Collected data entries:
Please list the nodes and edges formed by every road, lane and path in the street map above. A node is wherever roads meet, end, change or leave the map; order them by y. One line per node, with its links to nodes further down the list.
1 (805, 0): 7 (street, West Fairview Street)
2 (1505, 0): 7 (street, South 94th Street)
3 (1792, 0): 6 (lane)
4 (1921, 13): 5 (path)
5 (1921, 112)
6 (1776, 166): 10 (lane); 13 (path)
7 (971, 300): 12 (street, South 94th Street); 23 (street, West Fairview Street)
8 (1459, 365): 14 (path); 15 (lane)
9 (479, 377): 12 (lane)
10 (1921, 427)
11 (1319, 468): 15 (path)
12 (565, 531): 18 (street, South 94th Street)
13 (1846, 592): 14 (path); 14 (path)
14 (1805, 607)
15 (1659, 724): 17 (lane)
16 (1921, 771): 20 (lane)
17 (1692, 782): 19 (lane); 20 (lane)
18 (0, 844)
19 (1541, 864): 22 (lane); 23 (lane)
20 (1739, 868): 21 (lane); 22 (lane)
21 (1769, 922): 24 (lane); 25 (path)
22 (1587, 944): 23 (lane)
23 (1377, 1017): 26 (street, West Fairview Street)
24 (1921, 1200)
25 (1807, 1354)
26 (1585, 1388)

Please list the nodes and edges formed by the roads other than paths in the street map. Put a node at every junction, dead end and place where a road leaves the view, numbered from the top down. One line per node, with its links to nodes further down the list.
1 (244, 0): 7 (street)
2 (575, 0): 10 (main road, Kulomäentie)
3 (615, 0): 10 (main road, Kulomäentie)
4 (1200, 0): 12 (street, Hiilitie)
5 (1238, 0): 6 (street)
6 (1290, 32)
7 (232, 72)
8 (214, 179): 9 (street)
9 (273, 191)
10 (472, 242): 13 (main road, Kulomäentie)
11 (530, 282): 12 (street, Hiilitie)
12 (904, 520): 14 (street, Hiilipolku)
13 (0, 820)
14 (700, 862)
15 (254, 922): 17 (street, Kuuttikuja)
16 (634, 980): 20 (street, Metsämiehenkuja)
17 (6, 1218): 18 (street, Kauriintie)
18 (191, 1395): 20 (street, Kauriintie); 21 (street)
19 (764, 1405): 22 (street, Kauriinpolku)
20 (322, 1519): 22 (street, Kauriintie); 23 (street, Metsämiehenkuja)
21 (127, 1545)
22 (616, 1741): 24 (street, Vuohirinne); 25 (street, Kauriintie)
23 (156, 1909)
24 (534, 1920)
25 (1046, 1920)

--- Work to be completed ---
Reproduce the records above exactly. Leave nothing out.

--- Completed task ---
Please list the nodes and edges formed by every road, lane and path in the street map above. A node is wherever roads meet, end, change or leave the map; order them by y. One line per node, with its links to nodes further down the list.
1 (805, 0): 7 (street, West Fairview Street)
2 (1505, 0): 7 (street, South 94th Street)
3 (1792, 0): 6 (lane)
4 (1921, 13): 5 (path)
5 (1921, 112)
6 (1776, 166): 10 (lane); 13 (path)
7 (971, 300): 12 (street, South 94th Street); 23 (street, West Fairview Street)
8 (1459, 365): 14 (path); 15 (lane)
9 (479, 377): 12 (lane)
10 (1921, 427)
11 (1319, 468): 15 (path)
12 (565, 531): 18 (street, South 94th Street)
13 (1846, 592): 14 (path); 14 (path)
14 (1805, 607)
15 (1659, 724): 17 (lane)
16 (1921, 771): 20 (lane)
17 (1692, 782): 19 (lane); 20 (lane)
18 (0, 844)
19 (1541, 864): 22 (lane); 23 (lane)
20 (1739, 868): 21 (lane); 22 (lane)
21 (1769, 922): 24 (lane); 25 (path)
22 (1587, 944): 23 (lane)
23 (1377, 1017): 26 (street, West Fairview Street)
24 (1921, 1200)
25 (1807, 1354)
26 (1585, 1388)

Please list the nodes and edges formed by the roads other than paths in the street map. Put a node at every junction, dead end and place where a road leaves the view, numbered from the top down. One line per node, with its links to nodes further down the list.
1 (244, 0): 7 (street)
2 (575, 0): 10 (main road, Kulomäentie)
3 (615, 0): 10 (main road, Kulomäentie)
4 (1200, 0): 12 (street, Hiilitie)
5 (1238, 0): 6 (street)
6 (1290, 32)
7 (232, 72)
8 (214, 179): 9 (street)
9 (273, 191)
10 (472, 242): 13 (main road, Kulomäentie)
11 (530, 282): 12 (street, Hiilitie)
12 (904, 520): 14 (street, Hiilipolku)
13 (0, 820)
14 (700, 862)
15 (254, 922): 17 (street, Kuuttikuja)
16 (634, 980): 20 (street, Metsämiehenkuja)
17 (6, 1218): 18 (street, Kauriintie)
18 (191, 1395): 20 (street, Kauriintie); 21 (street)
19 (764, 1405): 22 (street, Kauriinpolku)
20 (322, 1519): 22 (street, Kauriintie); 23 (street, Metsämiehenkuja)
21 (127, 1545)
22 (616, 1741): 24 (street, Vuohirinne); 25 (street, Kauriintie)
23 (156, 1909)
24 (534, 1920)
25 (1046, 1920)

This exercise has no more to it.